### What you should do
Look for the word "TINGKAT" in the entries and copy each line where it appears.

### Exercise material
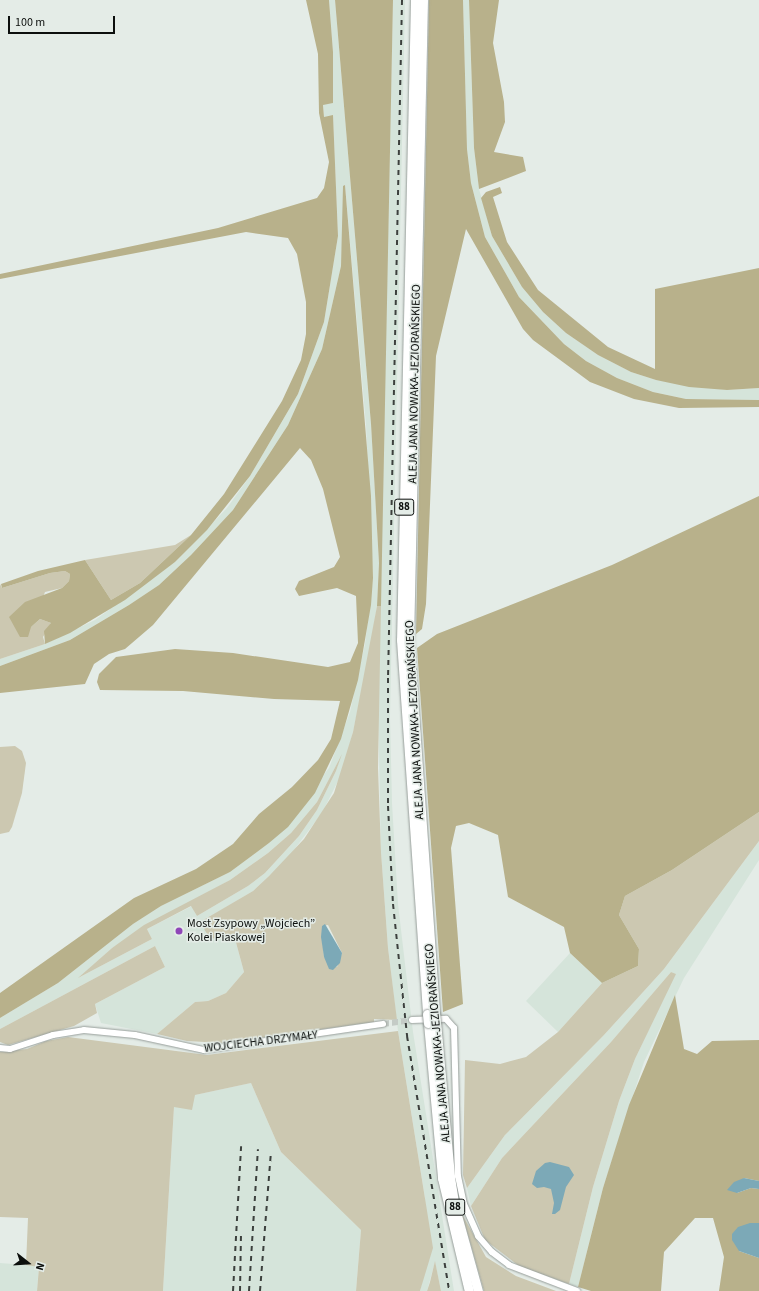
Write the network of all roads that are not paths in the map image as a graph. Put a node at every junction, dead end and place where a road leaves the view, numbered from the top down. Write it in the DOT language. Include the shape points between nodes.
graph roads {
  1 [pos="415,0"];
  2 [pos="423,0"];
  3 [pos="432,1018"];
  4 [pos="412,1020"];
  5 [pos="383,1024"];
  6 [pos="0,1048"];
  7 [pos="469,1291"];
  8 [pos="478,1291"];
  9 [pos="577,1291"];
  1 -- 3 [label="main road, ALEJA JANA NOWAKA-JEZIORAŃSKIEGO / 88" via="401,640"];
  2 -- 3 [label="main road, ALEJA JANA NOWAKA-JEZIORAŃSKIEGO / 88" via="409,640"];
  3 -- 7 [label="main road, ALEJA JANA NOWAKA-JEZIORAŃSKIEGO / 88" via="442,1171 448,1211"];
  3 -- 8 [label="main road, ALEJA JANA NOWAKA-JEZIORAŃSKIEGO / 88" via="455,1208"];
  4 -- 9 [label="street" via="446,1019 454,1028 458,1176 464,1204 478,1236 492,1252 516,1269"];
  5 -- 6 [label="street, WOJCIECHA DRZYMAŁY" via="204,1050 135,1035 84,1030 53,1035 10,1049"];
}
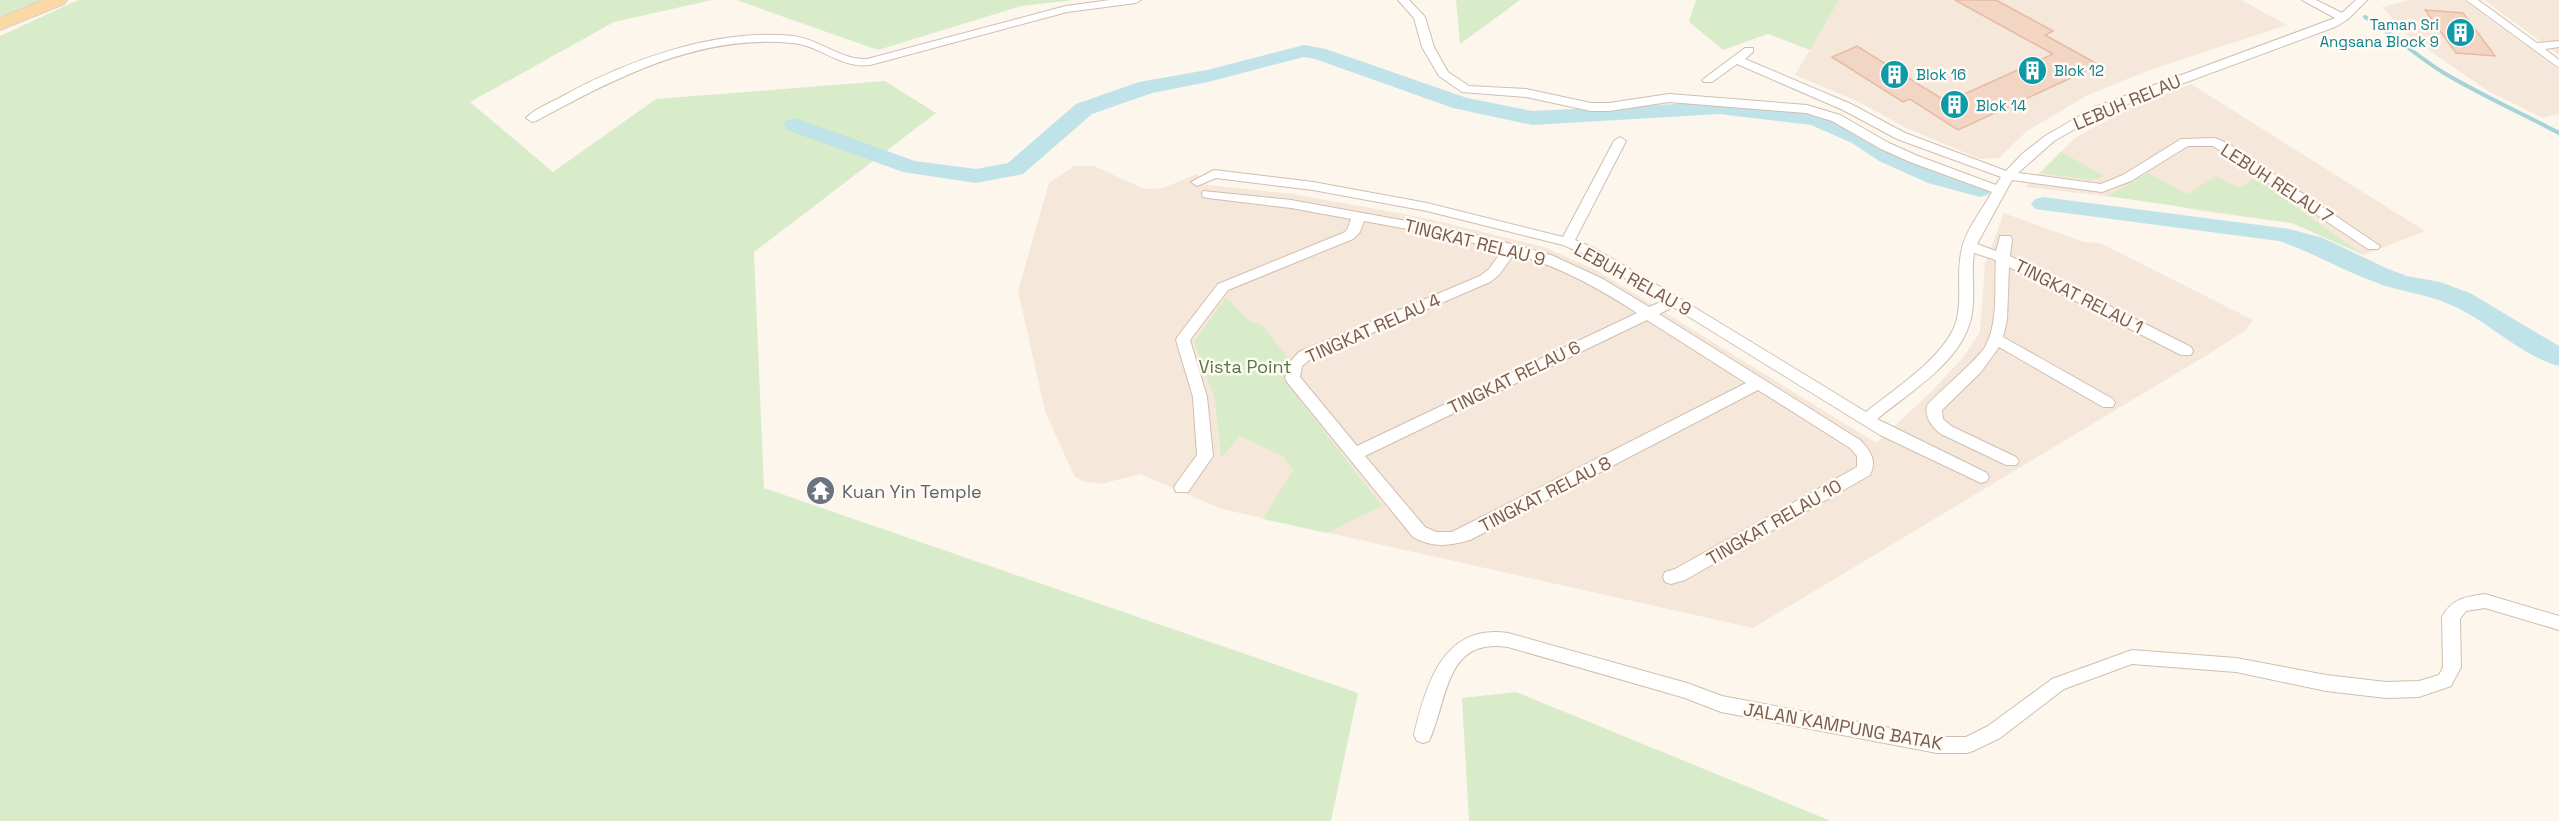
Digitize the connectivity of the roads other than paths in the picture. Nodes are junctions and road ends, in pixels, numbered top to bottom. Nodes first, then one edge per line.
1 (58, 0) edge
2 (1136, 0) edge
3 (1403, 0) edge
4 (2307, 0) edge
5 (2362, 0) edge
6 (2471, 0) edge
7 (2343, 18) junction
8 (0, 25) edge
9 (2559, 44) edge
10 (2535, 47) junction
11 (1749, 50) dead end
12 (1736, 59) junction
13 (2559, 64) edge
14 (1708, 80) dead end
15 (532, 118) dead end
16 (1620, 141) dead end
17 (2009, 176) junction
18 (1197, 182) dead end
19 (1999, 190) junction
20 (1208, 194) dead end
21 (1359, 216) junction
22 (2005, 239) dead end
23 (1567, 242) junction
24 (1969, 246) junction
25 (2373, 246) dead end
26 (1511, 248) junction
27 (2001, 257) junction
28 (1674, 301) junction
29 (1648, 314) junction
30 (1996, 339) junction
31 (2186, 351) dead end
32 (1758, 383) junction
33 (2108, 403) dead end
34 (1866, 420) junction
35 (1354, 454) junction
36 (1866, 458) joint
37 (2011, 461) dead end
38 (1981, 477) dead end
39 (1182, 488) dead end
40 (1671, 577) dead end
41 (2559, 622) edge
42 (1423, 735) dead end

1 - 8 main road
2 - 15 street
3 - 19 street
4 - 7 street
5 - 7 street, LEBUH RELAU
6 - 10 street
7 - 17 street, LEBUH RELAU
9 - 10 street
10 - 13 street
11 - 12 street
12 - 14 street
12 - 17 street, LEBUH RELAU 7
16 - 23 street
17 - 19 street, LEBUH RELAU
17 - 25 street, LEBUH RELAU 7
18 - 23 street, LEBUH RELAU 9
19 - 24 street, LEBUH RELAU
20 - 21 street, TINGKAT RELAU 9
21 - 26 street, TINGKAT RELAU 9
21 - 39 street
22 - 27 street
23 - 28 street, LEBUH RELAU 9
24 - 27 street, TINGKAT RELAU 1
24 - 34 street, LEBUH RELAU
26 - 29 street, TINGKAT RELAU 9
26 - 35 street, TINGKAT RELAU 4
27 - 30 street
27 - 31 street, TINGKAT RELAU 1
28 - 29 street, TINGKAT RELAU 6
28 - 34 street, LEBUH RELAU 9
29 - 32 street, TINGKAT RELAU 9
29 - 35 street, TINGKAT RELAU 6
30 - 33 street
30 - 37 street
32 - 35 street, TINGKAT RELAU 8
32 - 36 street, TINGKAT RELAU 9
34 - 38 street, LEBUH RELAU 9
36 - 40 street, TINGKAT RELAU 10
41 - 42 street, JALAN KAMPUNG BATAK

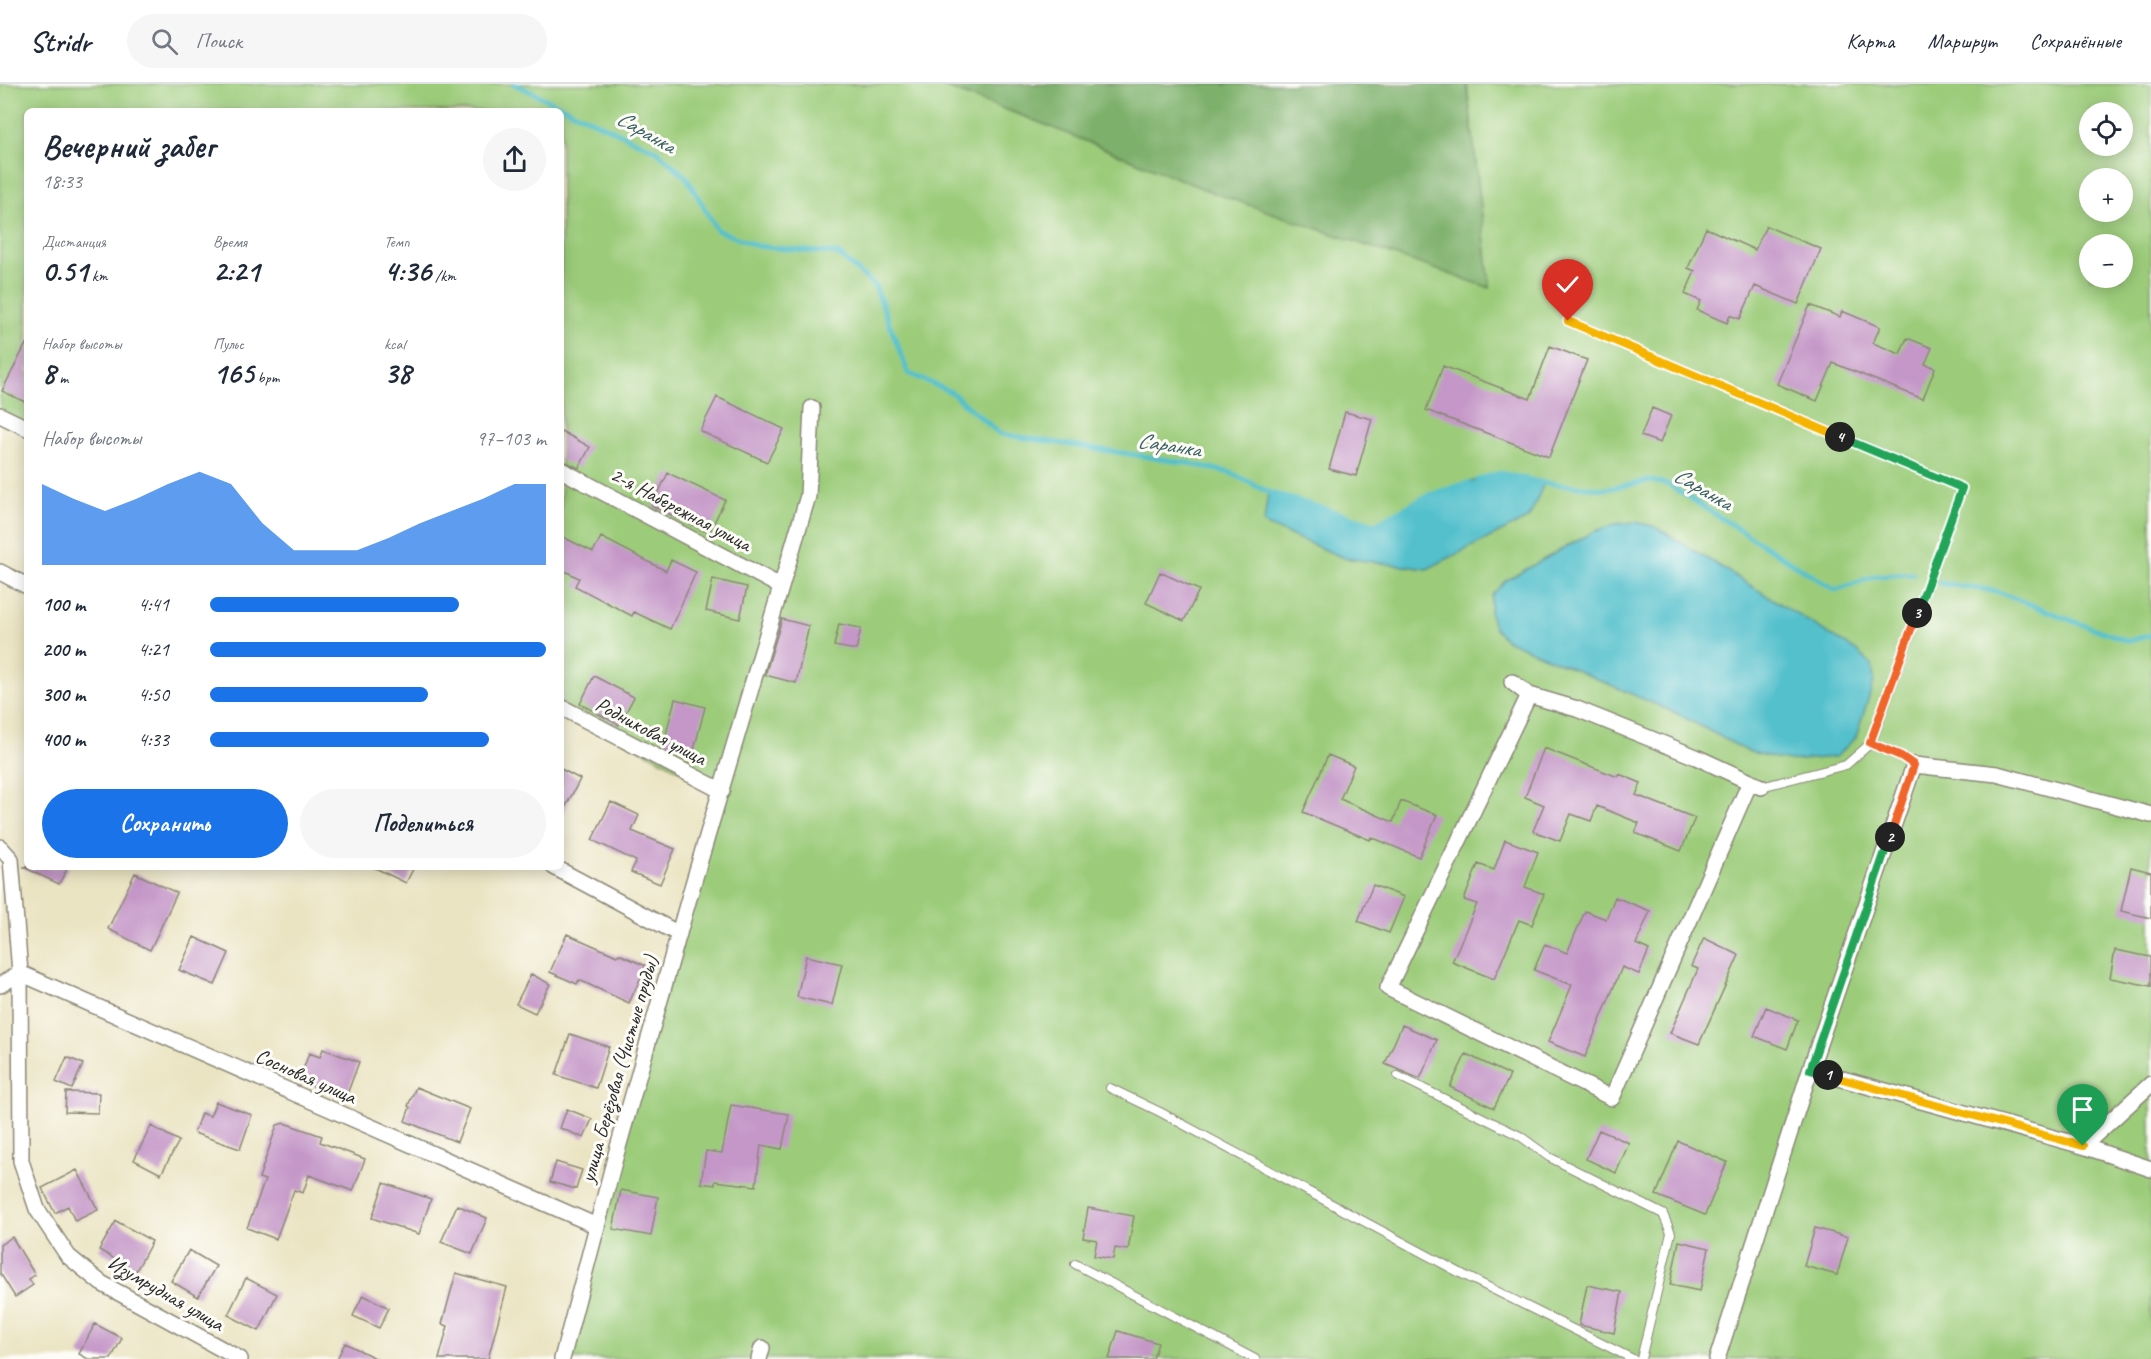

### Reply to the task
20 - 21 street, TINGKAT RELAU 9
21 - 26 street, TINGKAT RELAU 9
24 - 27 street, TINGKAT RELAU 1
26 - 29 street, TINGKAT RELAU 9
26 - 35 street, TINGKAT RELAU 4
27 - 31 street, TINGKAT RELAU 1
28 - 29 street, TINGKAT RELAU 6
29 - 32 street, TINGKAT RELAU 9
29 - 35 street, TINGKAT RELAU 6
32 - 35 street, TINGKAT RELAU 8
32 - 36 street, TINGKAT RELAU 9
36 - 40 street, TINGKAT RELAU 10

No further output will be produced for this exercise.